§ DATA PROVIDED
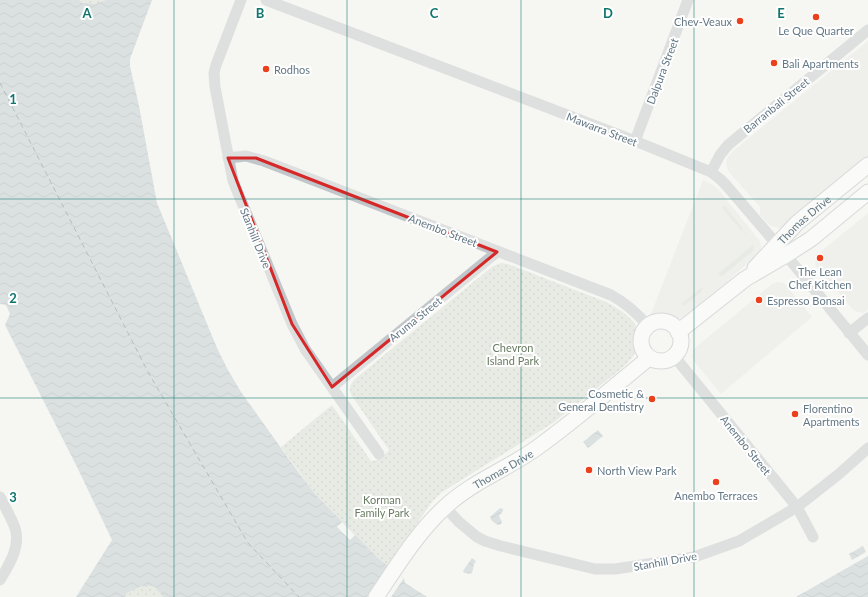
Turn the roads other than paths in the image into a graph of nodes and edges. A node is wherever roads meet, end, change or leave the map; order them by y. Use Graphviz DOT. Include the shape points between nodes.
graph roads {
  1 [pos="241,0"];
  2 [pos="266,0"];
  3 [pos="688,0"];
  4 [pos="868,30"];
  5 [pos="635,142"];
  6 [pos="228,158"];
  7 [pos="868,165"];
  8 [pos="711,172"];
  9 [pos="868,192"];
  10 [pos="797,223"];
  11 [pos="811,239"];
  12 [pos="781,250"];
  13 [pos="498,252"];
  14 [pos="868,318"];
  15 [pos="648,326"];
  16 [pos="678,332"];
  17 [pos="849,333"];
  18 [pos="674,356"];
  19 [pos="868,356"];
  20 [pos="649,358"];
  21 [pos="332,387"];
  22 [pos="868,448"];
  23 [pos="378,454"];
  24 [pos="0,497"];
  25 [pos="445,507"];
  26 [pos="797,507"];
  27 [pos="813,537"];
  28 [pos="0,580"];
  29 [pos="376,597"];
  1 -- 6 [label="street, Stanhill Drive" via="214,73"];
  2 -- 5 [label="street, Mawarra Street"];
  3 -- 5 [label="street, Dalpura Street"];
  4 -- 8 [label="street, Barranbali Street" via="728,145"];
  5 -- 8 [label="street, Mawarra Street"];
  6 -- 13 [label="street, Anembo Street" via="256,158"];
  6 -- 21 [label="street, Stanhill Drive" via="233,181 292,324 305,349"];
  7 -- 10 [label="main road, Thomas Drive"];
  8 -- 12 [label="street, Mawarra Street" via="723,182"];
  9 -- 11 [label="main road, Thomas Drive"];
  10 -- 11 [label="main road"];
  10 -- 12 [label="main road, Thomas Drive"];
  11 -- 12 [label="main road, Thomas Drive"];
  12 -- 16 [label="main road, Thomas Drive"];
  12 -- 17 [label="street, Mawarra Street"];
  13 -- 15 [label="street, Anembo Street" via="607,294 632,309"];
  13 -- 21 [label="street, Aruma Street"];
  14 -- 17 [label="street"];
  15 -- 16 [label="main road" via="661,321 671,324"];
  15 -- 20 [label="main road" via="641,342 642,349"];
  16 -- 18 [label="main road" via="681,338 680,347"];
  17 -- 19 [label="street, Mawarra Street"];
  18 -- 20 [label="main road" via="666,361"];
  18 -- 26 [label="street, Anembo Street"];
  20 -- 25 [label="main road, Thomas Drive" via="537,448 462,493"];
  21 -- 23 [label="street, Stanhill Drive"];
  22 -- 26 [label="street, Stanhill Drive"];
  24 -- 28 [label="street" via="13,523 17,539 16,548"];
  25 -- 26 [label="street, Stanhill Drive" via="459,522 485,541 595,569 615,569 694,557 739,541"];
  25 -- 29 [label="main road, Thomas Drive" via="418,536"];
  26 -- 27 [label="street, Anembo Street"];
}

§ BRIEF
In the listing, find all lines with the string "graph" and copy them.

§ ANSWER TO THIS EXERCISE
Turn the roads other than paths in the image into a graph of nodes and edges. A node is wherever roads meet, end, change or leave the map; order them by y. Use Graphviz DOT. Include the shape points between nodes.
graph roads {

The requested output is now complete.